> [REQUIREMENT]:
Copy the records below exactly as they appear.

== DATASET ENTRIES ==

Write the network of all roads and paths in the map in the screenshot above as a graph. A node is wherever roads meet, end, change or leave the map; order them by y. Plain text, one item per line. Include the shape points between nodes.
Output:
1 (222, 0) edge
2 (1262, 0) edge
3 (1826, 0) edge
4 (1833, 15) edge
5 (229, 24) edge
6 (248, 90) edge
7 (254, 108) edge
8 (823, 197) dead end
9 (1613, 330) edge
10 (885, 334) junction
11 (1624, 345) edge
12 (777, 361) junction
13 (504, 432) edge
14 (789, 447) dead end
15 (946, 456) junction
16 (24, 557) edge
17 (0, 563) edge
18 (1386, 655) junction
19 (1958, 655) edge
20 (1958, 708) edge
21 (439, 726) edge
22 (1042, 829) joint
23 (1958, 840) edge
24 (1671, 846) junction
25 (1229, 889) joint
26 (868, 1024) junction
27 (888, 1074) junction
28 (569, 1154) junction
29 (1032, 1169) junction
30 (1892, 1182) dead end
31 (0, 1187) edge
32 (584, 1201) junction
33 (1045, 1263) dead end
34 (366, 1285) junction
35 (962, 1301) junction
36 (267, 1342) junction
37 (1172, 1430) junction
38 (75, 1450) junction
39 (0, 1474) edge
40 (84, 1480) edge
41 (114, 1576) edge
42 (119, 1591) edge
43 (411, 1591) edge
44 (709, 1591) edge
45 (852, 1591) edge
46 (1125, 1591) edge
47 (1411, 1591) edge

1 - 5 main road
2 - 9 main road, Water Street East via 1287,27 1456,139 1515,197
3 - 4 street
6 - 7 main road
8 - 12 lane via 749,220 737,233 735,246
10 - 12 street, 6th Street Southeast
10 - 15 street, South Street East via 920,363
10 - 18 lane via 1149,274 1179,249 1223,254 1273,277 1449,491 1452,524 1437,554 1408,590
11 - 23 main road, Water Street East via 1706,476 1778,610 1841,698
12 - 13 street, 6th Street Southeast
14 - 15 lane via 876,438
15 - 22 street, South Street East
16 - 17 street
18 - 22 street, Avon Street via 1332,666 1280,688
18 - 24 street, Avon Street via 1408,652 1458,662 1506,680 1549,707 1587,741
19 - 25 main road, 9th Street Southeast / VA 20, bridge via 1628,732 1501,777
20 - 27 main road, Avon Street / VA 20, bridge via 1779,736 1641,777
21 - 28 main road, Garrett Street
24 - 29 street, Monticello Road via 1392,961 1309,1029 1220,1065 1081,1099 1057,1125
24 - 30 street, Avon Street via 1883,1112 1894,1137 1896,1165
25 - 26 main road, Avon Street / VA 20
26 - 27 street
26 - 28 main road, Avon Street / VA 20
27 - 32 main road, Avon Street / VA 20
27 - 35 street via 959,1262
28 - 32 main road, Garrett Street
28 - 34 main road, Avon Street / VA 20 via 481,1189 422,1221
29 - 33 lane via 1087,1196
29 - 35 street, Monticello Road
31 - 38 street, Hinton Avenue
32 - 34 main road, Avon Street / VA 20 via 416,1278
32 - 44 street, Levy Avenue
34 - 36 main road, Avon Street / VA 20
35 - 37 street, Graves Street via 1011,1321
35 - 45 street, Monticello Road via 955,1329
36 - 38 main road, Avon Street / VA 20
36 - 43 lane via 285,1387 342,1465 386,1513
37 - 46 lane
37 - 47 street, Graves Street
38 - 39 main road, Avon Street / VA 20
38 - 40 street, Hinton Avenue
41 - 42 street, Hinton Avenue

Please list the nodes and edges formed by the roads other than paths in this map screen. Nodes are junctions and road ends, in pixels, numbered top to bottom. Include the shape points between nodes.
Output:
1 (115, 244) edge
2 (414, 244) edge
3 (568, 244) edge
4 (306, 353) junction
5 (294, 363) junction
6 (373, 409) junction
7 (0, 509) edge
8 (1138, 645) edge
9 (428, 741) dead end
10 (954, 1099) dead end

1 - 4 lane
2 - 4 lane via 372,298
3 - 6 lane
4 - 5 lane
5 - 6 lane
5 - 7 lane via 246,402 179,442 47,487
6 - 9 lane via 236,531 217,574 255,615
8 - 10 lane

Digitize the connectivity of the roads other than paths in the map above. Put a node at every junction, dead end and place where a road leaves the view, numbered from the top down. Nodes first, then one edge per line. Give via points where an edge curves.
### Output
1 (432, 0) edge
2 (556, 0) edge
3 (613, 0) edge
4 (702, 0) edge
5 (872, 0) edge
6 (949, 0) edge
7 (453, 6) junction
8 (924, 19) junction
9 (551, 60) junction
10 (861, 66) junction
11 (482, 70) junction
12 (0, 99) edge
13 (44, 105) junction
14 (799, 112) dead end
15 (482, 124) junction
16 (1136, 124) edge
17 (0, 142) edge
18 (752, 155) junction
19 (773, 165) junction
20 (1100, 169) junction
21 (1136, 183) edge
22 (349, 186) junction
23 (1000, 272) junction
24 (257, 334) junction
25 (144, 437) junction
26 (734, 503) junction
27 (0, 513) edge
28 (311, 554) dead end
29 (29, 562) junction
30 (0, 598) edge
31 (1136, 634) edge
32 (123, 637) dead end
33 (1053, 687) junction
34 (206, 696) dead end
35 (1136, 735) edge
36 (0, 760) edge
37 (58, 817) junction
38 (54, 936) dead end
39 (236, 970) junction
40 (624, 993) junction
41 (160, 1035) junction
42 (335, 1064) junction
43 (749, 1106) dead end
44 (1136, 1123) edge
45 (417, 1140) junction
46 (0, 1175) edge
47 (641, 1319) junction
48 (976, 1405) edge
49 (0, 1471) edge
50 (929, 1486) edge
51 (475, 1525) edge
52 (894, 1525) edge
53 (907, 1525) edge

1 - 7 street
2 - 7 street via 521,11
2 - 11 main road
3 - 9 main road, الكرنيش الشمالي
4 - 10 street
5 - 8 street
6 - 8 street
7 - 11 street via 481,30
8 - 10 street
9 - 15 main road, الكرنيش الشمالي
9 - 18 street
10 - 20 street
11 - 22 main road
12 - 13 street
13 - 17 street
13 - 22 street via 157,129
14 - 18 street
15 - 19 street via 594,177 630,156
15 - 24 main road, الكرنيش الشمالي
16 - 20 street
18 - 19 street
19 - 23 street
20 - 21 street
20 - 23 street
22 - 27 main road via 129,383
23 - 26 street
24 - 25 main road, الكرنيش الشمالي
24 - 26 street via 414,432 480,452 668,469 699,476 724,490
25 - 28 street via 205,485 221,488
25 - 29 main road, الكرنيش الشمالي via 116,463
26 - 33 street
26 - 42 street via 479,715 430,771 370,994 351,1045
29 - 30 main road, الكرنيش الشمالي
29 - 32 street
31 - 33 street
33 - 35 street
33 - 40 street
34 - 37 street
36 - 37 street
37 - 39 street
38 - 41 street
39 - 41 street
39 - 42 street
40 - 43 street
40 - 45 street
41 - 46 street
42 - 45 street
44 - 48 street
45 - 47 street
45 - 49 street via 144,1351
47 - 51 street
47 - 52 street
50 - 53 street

===

> [PROBLEM SOLUTION]:
Write the network of all roads and paths in the map in the screenshot above as a graph. A node is wherever roads meet, end, change or leave the map; order them by y. Plain text, one item per line. Include the shape points between nodes.
Output:
1 (222, 0) edge
2 (1262, 0) edge
3 (1826, 0) edge
4 (1833, 15) edge
5 (229, 24) edge
6 (248, 90) edge
7 (254, 108) edge
8 (823, 197) dead end
9 (1613, 330) edge
10 (885, 334) junction
11 (1624, 345) edge
12 (777, 361) junction
13 (504, 432) edge
14 (789, 447) dead end
15 (946, 456) junction
16 (24, 557) edge
17 (0, 563) edge
18 (1386, 655) junction
19 (1958, 655) edge
20 (1958, 708) edge
21 (439, 726) edge
22 (1042, 829) joint
23 (1958, 840) edge
24 (1671, 846) junction
25 (1229, 889) joint
26 (868, 1024) junction
27 (888, 1074) junction
28 (569, 1154) junction
29 (1032, 1169) junction
30 (1892, 1182) dead end
31 (0, 1187) edge
32 (584, 1201) junction
33 (1045, 1263) dead end
34 (366, 1285) junction
35 (962, 1301) junction
36 (267, 1342) junction
37 (1172, 1430) junction
38 (75, 1450) junction
39 (0, 1474) edge
40 (84, 1480) edge
41 (114, 1576) edge
42 (119, 1591) edge
43 (411, 1591) edge
44 (709, 1591) edge
45 (852, 1591) edge
46 (1125, 1591) edge
47 (1411, 1591) edge

1 - 5 main road
2 - 9 main road, Water Street East via 1287,27 1456,139 1515,197
3 - 4 street
6 - 7 main road
8 - 12 lane via 749,220 737,233 735,246
10 - 12 street, 6th Street Southeast
10 - 15 street, South Street East via 920,363
10 - 18 lane via 1149,274 1179,249 1223,254 1273,277 1449,491 1452,524 1437,554 1408,590
11 - 23 main road, Water Street East via 1706,476 1778,610 1841,698
12 - 13 street, 6th Street Southeast
14 - 15 lane via 876,438
15 - 22 street, South Street East
16 - 17 street
18 - 22 street, Avon Street via 1332,666 1280,688
18 - 24 street, Avon Street via 1408,652 1458,662 1506,680 1549,707 1587,741
19 - 25 main road, 9th Street Southeast / VA 20, bridge via 1628,732 1501,777
20 - 27 main road, Avon Street / VA 20, bridge via 1779,736 1641,777
21 - 28 main road, Garrett Street
24 - 29 street, Monticello Road via 1392,961 1309,1029 1220,1065 1081,1099 1057,1125
24 - 30 street, Avon Street via 1883,1112 1894,1137 1896,1165
25 - 26 main road, Avon Street / VA 20
26 - 27 street
26 - 28 main road, Avon Street / VA 20
27 - 32 main road, Avon Street / VA 20
27 - 35 street via 959,1262
28 - 32 main road, Garrett Street
28 - 34 main road, Avon Street / VA 20 via 481,1189 422,1221
29 - 33 lane via 1087,1196
29 - 35 street, Monticello Road
31 - 38 street, Hinton Avenue
32 - 34 main road, Avon Street / VA 20 via 416,1278
32 - 44 street, Levy Avenue
34 - 36 main road, Avon Street / VA 20
35 - 37 street, Graves Street via 1011,1321
35 - 45 street, Monticello Road via 955,1329
36 - 38 main road, Avon Street / VA 20
36 - 43 lane via 285,1387 342,1465 386,1513
37 - 46 lane
37 - 47 street, Graves Street
38 - 39 main road, Avon Street / VA 20
38 - 40 street, Hinton Avenue
41 - 42 street, Hinton Avenue

Please list the nodes and edges formed by the roads other than paths in this map screen. Nodes are junctions and road ends, in pixels, numbered top to bottom. Include the shape points between nodes.
Output:
1 (115, 244) edge
2 (414, 244) edge
3 (568, 244) edge
4 (306, 353) junction
5 (294, 363) junction
6 (373, 409) junction
7 (0, 509) edge
8 (1138, 645) edge
9 (428, 741) dead end
10 (954, 1099) dead end

1 - 4 lane
2 - 4 lane via 372,298
3 - 6 lane
4 - 5 lane
5 - 6 lane
5 - 7 lane via 246,402 179,442 47,487
6 - 9 lane via 236,531 217,574 255,615
8 - 10 lane

Digitize the connectivity of the roads other than paths in the map above. Put a node at every junction, dead end and place where a road leaves the view, numbered from the top down. Nodes first, then one edge per line. Give via points where an edge curves.
### Output
1 (432, 0) edge
2 (556, 0) edge
3 (613, 0) edge
4 (702, 0) edge
5 (872, 0) edge
6 (949, 0) edge
7 (453, 6) junction
8 (924, 19) junction
9 (551, 60) junction
10 (861, 66) junction
11 (482, 70) junction
12 (0, 99) edge
13 (44, 105) junction
14 (799, 112) dead end
15 (482, 124) junction
16 (1136, 124) edge
17 (0, 142) edge
18 (752, 155) junction
19 (773, 165) junction
20 (1100, 169) junction
21 (1136, 183) edge
22 (349, 186) junction
23 (1000, 272) junction
24 (257, 334) junction
25 (144, 437) junction
26 (734, 503) junction
27 (0, 513) edge
28 (311, 554) dead end
29 (29, 562) junction
30 (0, 598) edge
31 (1136, 634) edge
32 (123, 637) dead end
33 (1053, 687) junction
34 (206, 696) dead end
35 (1136, 735) edge
36 (0, 760) edge
37 (58, 817) junction
38 (54, 936) dead end
39 (236, 970) junction
40 (624, 993) junction
41 (160, 1035) junction
42 (335, 1064) junction
43 (749, 1106) dead end
44 (1136, 1123) edge
45 (417, 1140) junction
46 (0, 1175) edge
47 (641, 1319) junction
48 (976, 1405) edge
49 (0, 1471) edge
50 (929, 1486) edge
51 (475, 1525) edge
52 (894, 1525) edge
53 (907, 1525) edge

1 - 7 street
2 - 7 street via 521,11
2 - 11 main road
3 - 9 main road, الكرنيش الشمالي
4 - 10 street
5 - 8 street
6 - 8 street
7 - 11 street via 481,30
8 - 10 street
9 - 15 main road, الكرنيش الشمالي
9 - 18 street
10 - 20 street
11 - 22 main road
12 - 13 street
13 - 17 street
13 - 22 street via 157,129
14 - 18 street
15 - 19 street via 594,177 630,156
15 - 24 main road, الكرنيش الشمالي
16 - 20 street
18 - 19 street
19 - 23 street
20 - 21 street
20 - 23 street
22 - 27 main road via 129,383
23 - 26 street
24 - 25 main road, الكرنيش الشمالي
24 - 26 street via 414,432 480,452 668,469 699,476 724,490
25 - 28 street via 205,485 221,488
25 - 29 main road, الكرنيش الشمالي via 116,463
26 - 33 street
26 - 42 street via 479,715 430,771 370,994 351,1045
29 - 30 main road, الكرنيش الشمالي
29 - 32 street
31 - 33 street
33 - 35 street
33 - 40 street
34 - 37 street
36 - 37 street
37 - 39 street
38 - 41 street
39 - 41 street
39 - 42 street
40 - 43 street
40 - 45 street
41 - 46 street
42 - 45 street
44 - 48 street
45 - 47 street
45 - 49 street via 144,1351
47 - 51 street
47 - 52 street
50 - 53 street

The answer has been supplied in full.